## ACTIVITY:
In the listing below, count the lines with "Avenue" and report only the figure.

*** ENTRIES SHOWN ***

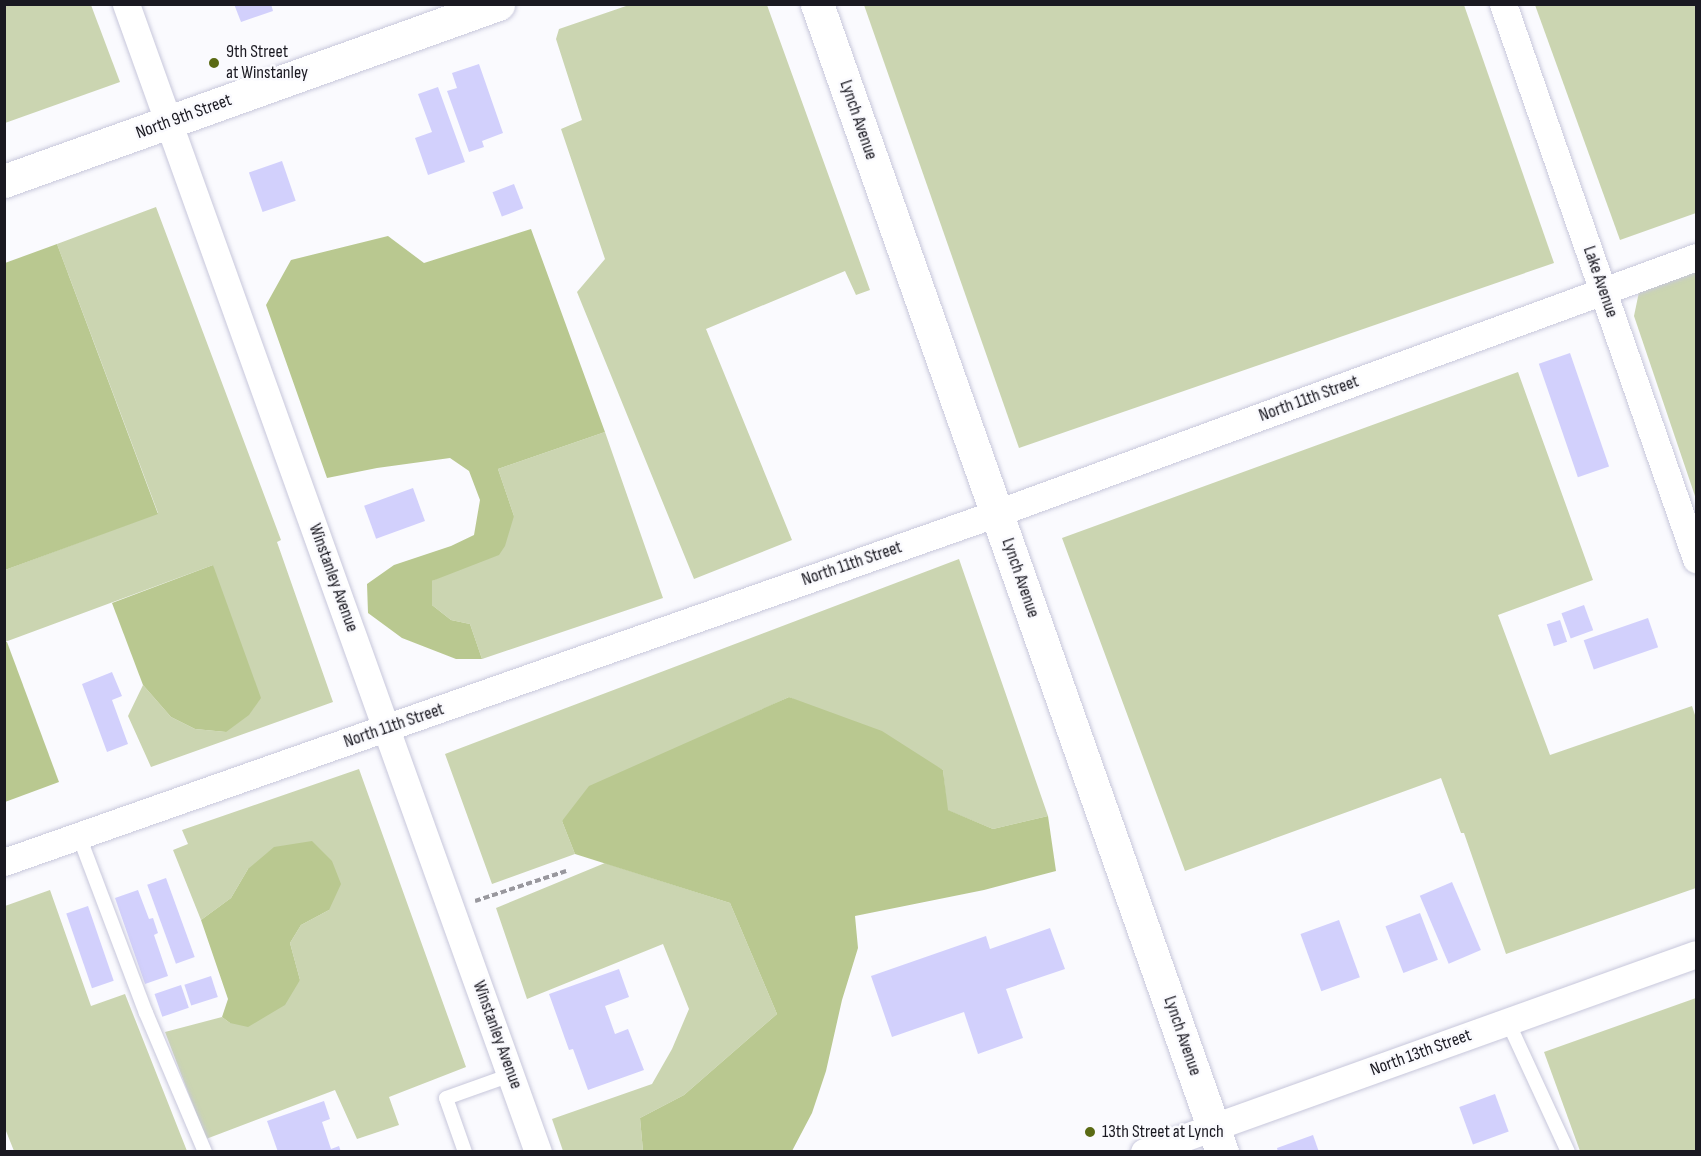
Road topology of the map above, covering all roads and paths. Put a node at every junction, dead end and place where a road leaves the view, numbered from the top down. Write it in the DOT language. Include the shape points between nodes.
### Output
graph roads {
  1 [pos="126,4"];
  2 [pos="498,4"];
  3 [pos="817,4"];
  4 [pos="1503,4"];
  5 [pos="170,122"];
  6 [pos="4,181"];
  7 [pos="1696,257"];
  8 [pos="1603,291"];
  9 [pos="997,513"];
  10 [pos="1696,559"];
  11 [pos="387,729"];
  12 [pos="79,836"];
  13 [pos="4,862"];
  14 [pos="566,871"];
  15 [pos="452,909"];
  16 [pos="1696,954"];
  17 [pos="1509,1022"];
  18 [pos="511,1075"];
  19 [pos="1218,1140"];
  20 [pos="205,1152"];
  21 [pos="465,1152"];
  22 [pos="538,1152"];
  23 [pos="1144,1152"];
  24 [pos="1568,1152"];
  1 -- 5 [label="street, Winstanley Avenue"];
  2 -- 5 [label="street, North 9th Street"];
  3 -- 9 [label="street, Lynch Avenue"];
  4 -- 8 [label="street, Lake Avenue"];
  5 -- 6 [label="street, North 9th Street"];
  5 -- 11 [label="street, Winstanley Avenue"];
  7 -- 8 [label="street, North 11th Street"];
  8 -- 9 [label="street, North 11th Street"];
  8 -- 10 [label="street, Lake Avenue"];
  9 -- 11 [label="street, North 11th Street"];
  9 -- 19 [label="street, Lynch Avenue"];
  11 -- 12 [label="street, North 11th Street"];
  11 -- 15 [label="street, Winstanley Avenue"];
  12 -- 13 [label="street, North 11th Street"];
  12 -- 20 [label="lane" via="146,1013"];
  14 -- 15 [label="path"];
  15 -- 18 [label="street, Winstanley Avenue"];
  16 -- 17 [label="street, North 13th Street"];
  17 -- 19 [label="street, North 13th Street"];
  17 -- 24 [label="lane"];
  18 -- 21 [label="lane" via="446,1098"];
  18 -- 22 [label="street, Winstanley Avenue"];
  19 -- 23 [label="street, North 13th Street"];
}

*** End of ENTRIES SHOWN ***

## RESULT OF THIS TASK:
9